The reason we chose 35 second interval, this also take in the count of your 30 second exposure. By the time 30 second exposure finish, mean the camera will have 5 second to react to the next image. This 5 second put in extra to calculate the images being saved to the memory card before take the next image start.
Now if you shooting in RAW (NEF) files you might want to increase the interval slightly. The test was done base on JPEG, with 30 second exposure and on a tripod.
If you taking long exposure make sure your camera is set properly on a tripod and have an accurate focus (manual focus is recommend) this way the camera do not have any delay on re-focusing the same subject before taking an image.
Hope this will help you understand how the interval works.
When shooting 30 sec exposures, I have found that 33 sec. is the perfect interval otherwise it will "skip a shot" as you were describing. At 35 sec intervals, you might start to miss stuff and/or get little blips in your final star trail if that is what you're going for.
Personally, if I can pull off 30 sec. shutter speeds then I don't bother with an intervalometer, I just jam my shutter down with a rubber band.

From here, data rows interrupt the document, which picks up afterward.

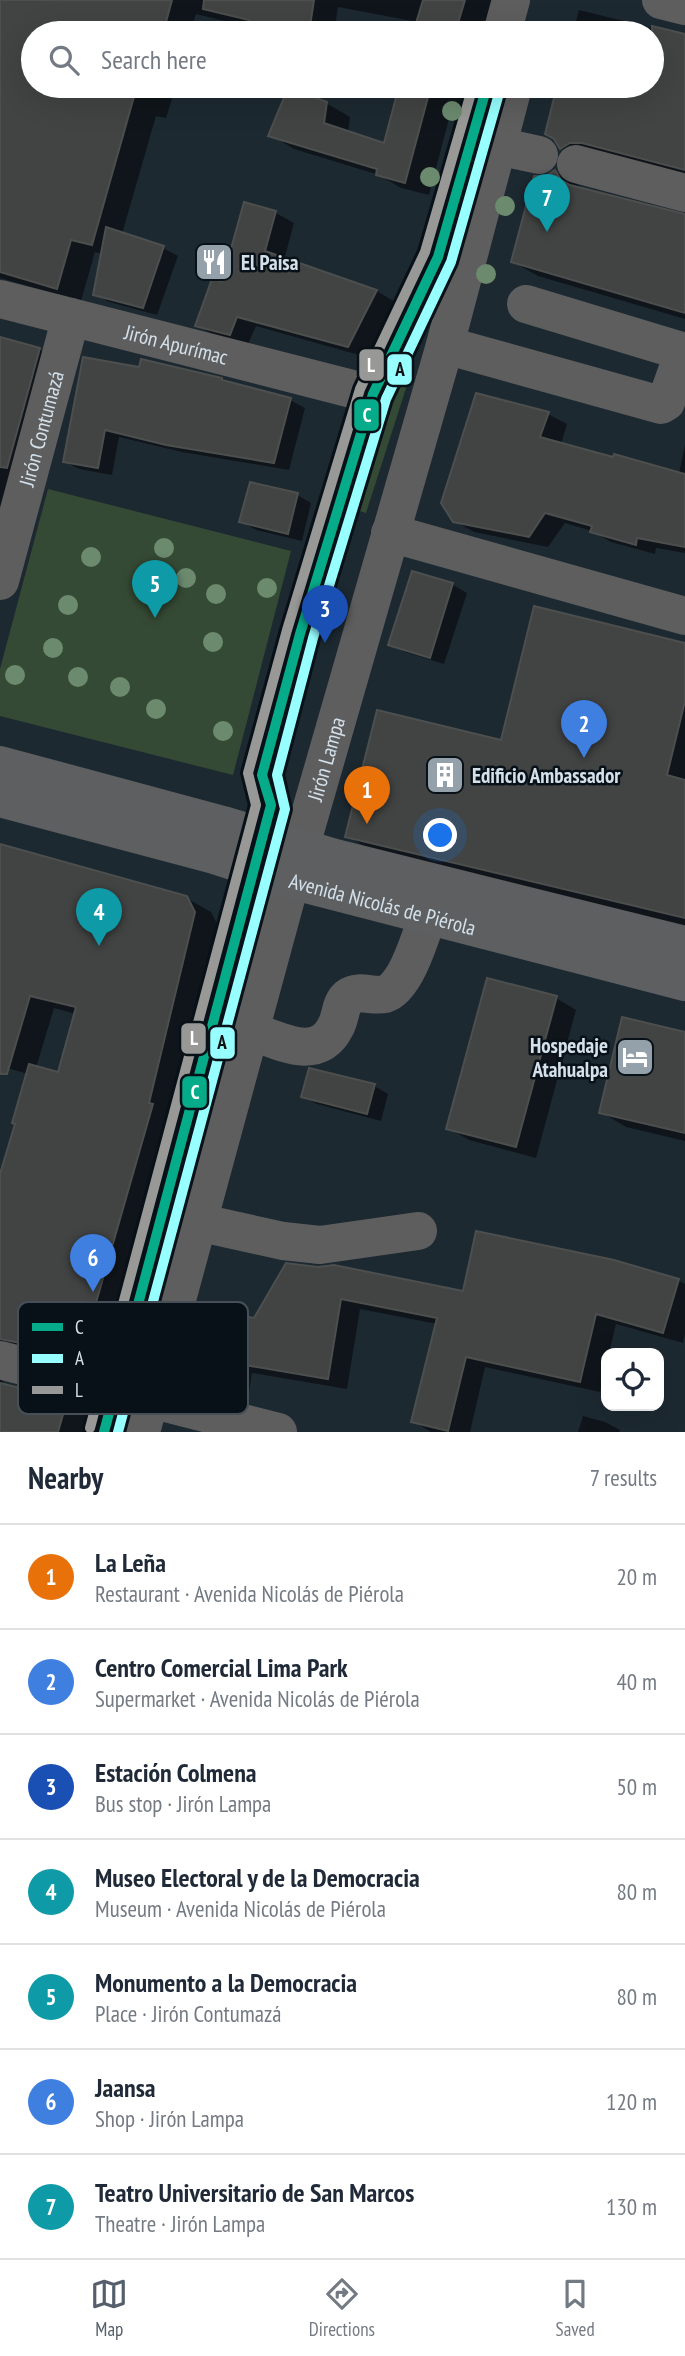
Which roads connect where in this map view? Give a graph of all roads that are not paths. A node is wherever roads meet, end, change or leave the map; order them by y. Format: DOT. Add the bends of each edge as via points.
graph roads {
  1 [pos="511,0"];
  2 [pos="536,0"];
  3 [pos="661,0"];
  4 [pos="685,6"];
  5 [pos="505,21"];
  6 [pos="530,21"];
  7 [pos="484,98"];
  8 [pos="511,98"];
  9 [pos="498,146"];
  10 [pos="539,155"];
  11 [pos="576,164"];
  12 [pos="685,193"];
  13 [pos="0,299"];
  14 [pos="526,304"];
  15 [pos="71,317"];
  16 [pos="445,345"];
  17 [pos="352,389"];
  18 [pos="390,533"];
  19 [pos="0,581"];
  20 [pos="685,616"];
  21 [pos="0,765"];
  22 [pos="0,798"];
  23 [pos="262,836"];
  24 [pos="296,864"];
  25 [pos="428,915"];
  26 [pos="685,944"];
  27 [pos="685,982"];
  28 [pos="251,1031"];
  29 [pos="197,1222"];
  30 [pos="418,1231"];
  31 [pos="158,1302"];
  32 [pos="170,1302"];
  33 [pos="0,1360"];
  34 [pos="18,1366"];
  35 [pos="126,1414"];
  36 [pos="175,1414"];
  37 [pos="104,1432"];
  38 [pos="278,1432"];
  1 -- 5 [label="street"];
  2 -- 6 [label="street"];
  3 -- 4 [label="street"];
  7 -- 23 [label="street" via="438,257 423,348 338,659 298,788"];
  8 -- 9 [label="street, Jirón Lampa"];
  9 -- 10 [label="street"];
  9 -- 16 [label="street, Jirón Lampa"];
  11 -- 12 [label="street"];
  13 -- 15 [label="street, Jirón Apurímac"];
  14 -- 16 [label="street" via="678,349 681,359 666,402 661,405"];
  15 -- 17 [label="street, Jirón Apurímac"];
  15 -- 19 [label="street, Jirón Contumazá"];
  16 -- 18 [label="street, Jirón Lampa"];
  18 -- 20 [label="street"];
  18 -- 24 [label="street, Jirón Lampa"];
  21 -- 23 [label="main road, Avenida Nicolás de Piérola"];
  22 -- 23 [label="main road, Avenida Nicolás de Piérola"];
  23 -- 24 [label="main road, Avenida Nicolás de Piérola"];
  23 -- 31 [label="street"];
  24 -- 25 [label="main road, Avenida Nicolás de Piérola"];
  24 -- 26 [label="main road, Avenida Nicolás de Piérola"];
  24 -- 28 [label="street, Jirón Lampa"];
  25 -- 27 [label="main road, Avenida Nicolás de Piérola"];
  25 -- 28 [label="street" via="398,984 383,994 350,995 329,1038 319,1045 290,1044"];
  28 -- 29 [label="street, Jirón Lampa"];
  29 -- 30 [label="street" via="320,1245"];
  29 -- 32 [label="street, Jirón Lampa"];
  33 -- 34 [label="street"];
  35 -- 37 [label="street"];
  36 -- 38 [label="street"];
}
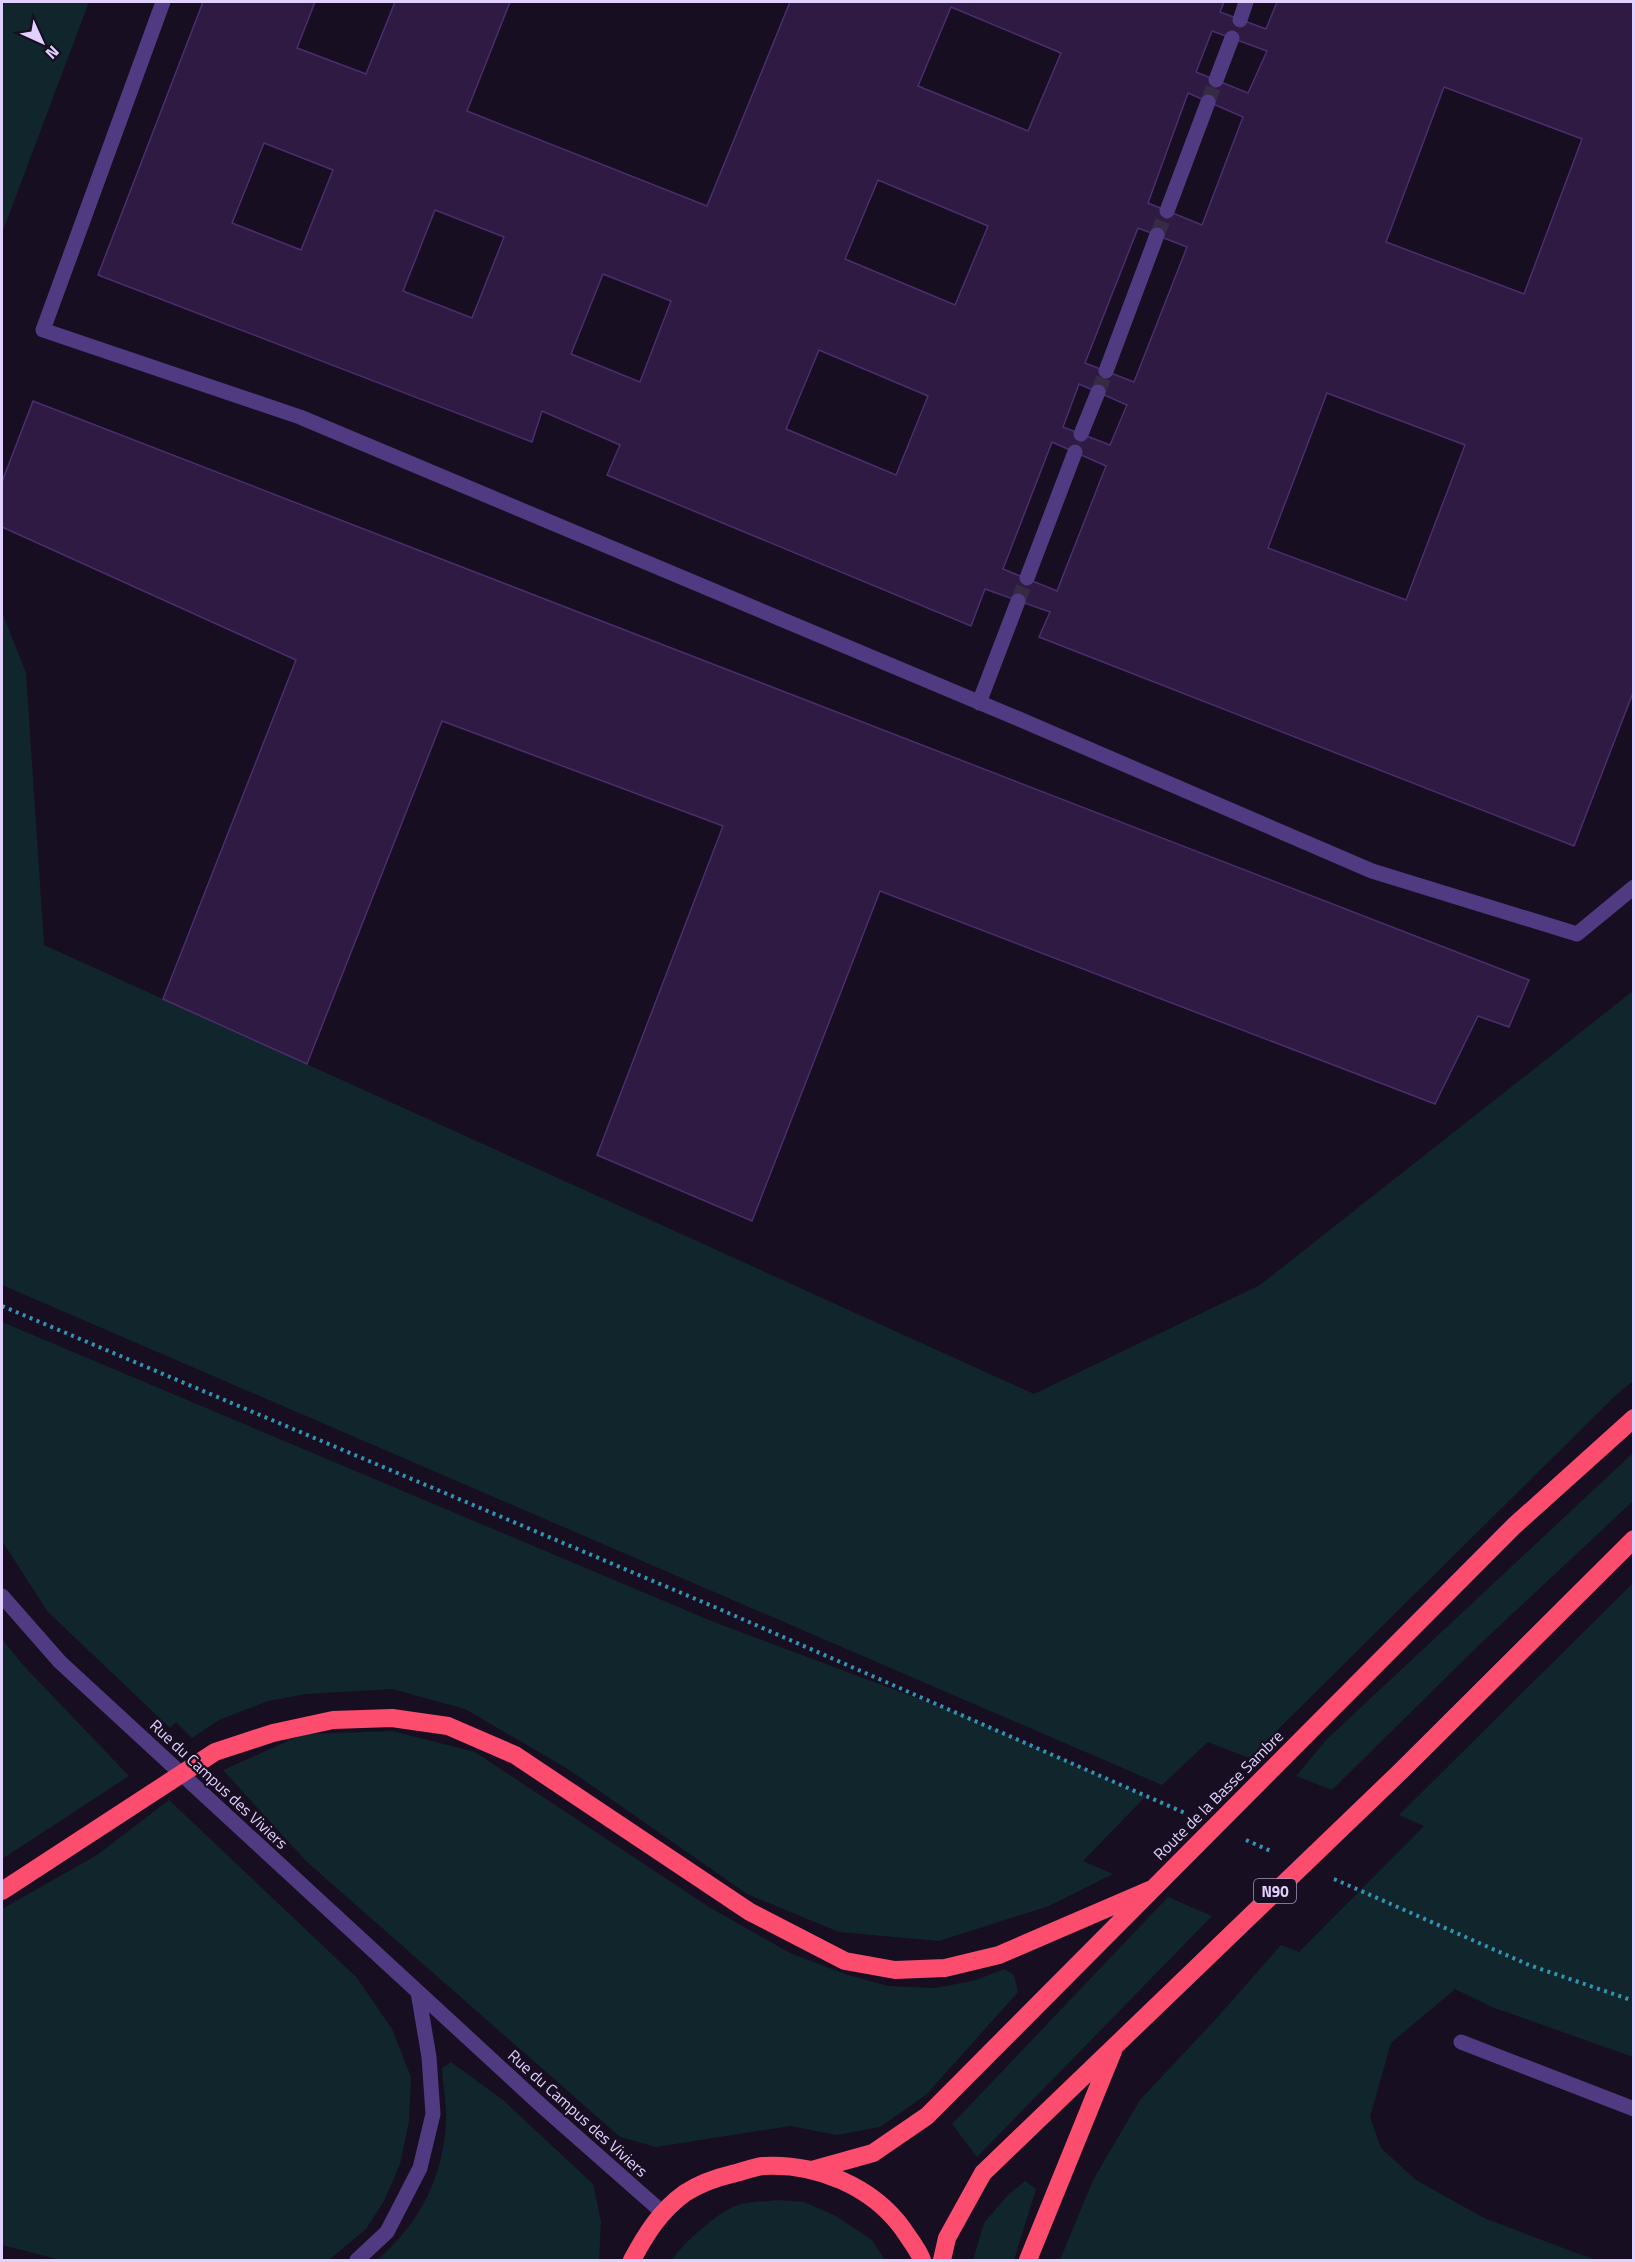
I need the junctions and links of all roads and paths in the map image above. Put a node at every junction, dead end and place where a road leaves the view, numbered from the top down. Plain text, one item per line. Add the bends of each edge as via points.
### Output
1 (163, 2) edge
2 (1246, 2) edge
3 (1240, 20) dead end
4 (1232, 38) dead end
5 (1216, 80) tunnel mouth
6 (1208, 102) tunnel mouth
7 (1167, 211) tunnel mouth
8 (1157, 235) tunnel mouth
9 (1106, 371) tunnel mouth
10 (1098, 392) tunnel mouth
11 (1081, 435) dead end
12 (1075, 452) dead end
13 (1027, 578) tunnel mouth
14 (1018, 601) tunnel mouth
15 (980, 703) junction
16 (1634, 886) edge
17 (2, 1306) edge
18 (1634, 1418) edge
19 (1634, 1539) edge
20 (2, 1596) edge
21 (965, 1716) dead end
22 (1152, 1889) junction
23 (2, 1891) edge
24 (1529, 1965) dead end
25 (418, 1992) junction
26 (1634, 2001) edge
27 (1461, 2042) dead end
28 (1116, 2043) junction
29 (1634, 2109) edge
30 (812, 2170) junction
31 (662, 2212) junction
32 (357, 2260) edge
33 (632, 2260) edge
34 (922, 2260) edge
35 (942, 2260) edge
36 (1028, 2260) edge

1 - 15 street via 44,330 300,417
2 - 3 street
4 - 5 street
6 - 7 street
8 - 9 street
10 - 11 street
12 - 13 street
14 - 15 street
15 - 16 street via 1372,871 1577,934
17 - 21 path
18 - 22 highway, Route de la Basse Sambre via 1514,1526
19 - 28 highway, N90 via 1401,1771
20 - 25 street, Rue du Campus des Viviers via 60,1662
22 - 23 highway via 999,1955 945,1968 895,1970 845,1962 750,1912 515,1755 448,1726 392,1718 333,1720 273,1733 215,1752
22 - 30 highway, Route de la Basse Sambre via 927,2116 873,2153
24 - 26 path
25 - 31 street, Rue du Campus des Viviers
25 - 32 street via 434,2114 420,2168 387,2232
27 - 29 street
28 - 35 highway, N90 via 983,2173 947,2238
28 - 36 highway
30 - 31 highway via 762,2166 713,2179
30 - 34 highway via 855,2186 892,2214
31 - 33 highway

You have to maybe tape a small pebble between the rubber band and the shutter button, but once you get it working it hums along just fine as long as your buffer can handle it.
The only reason I ever use intervalometers is for when I need to shoot during the day, of course, at faster shutter speeds that are far less than the interval, OR if I need to shoot 1-2 minute exposures which is often necessary for extra-dark locations such as the desert during a new moon.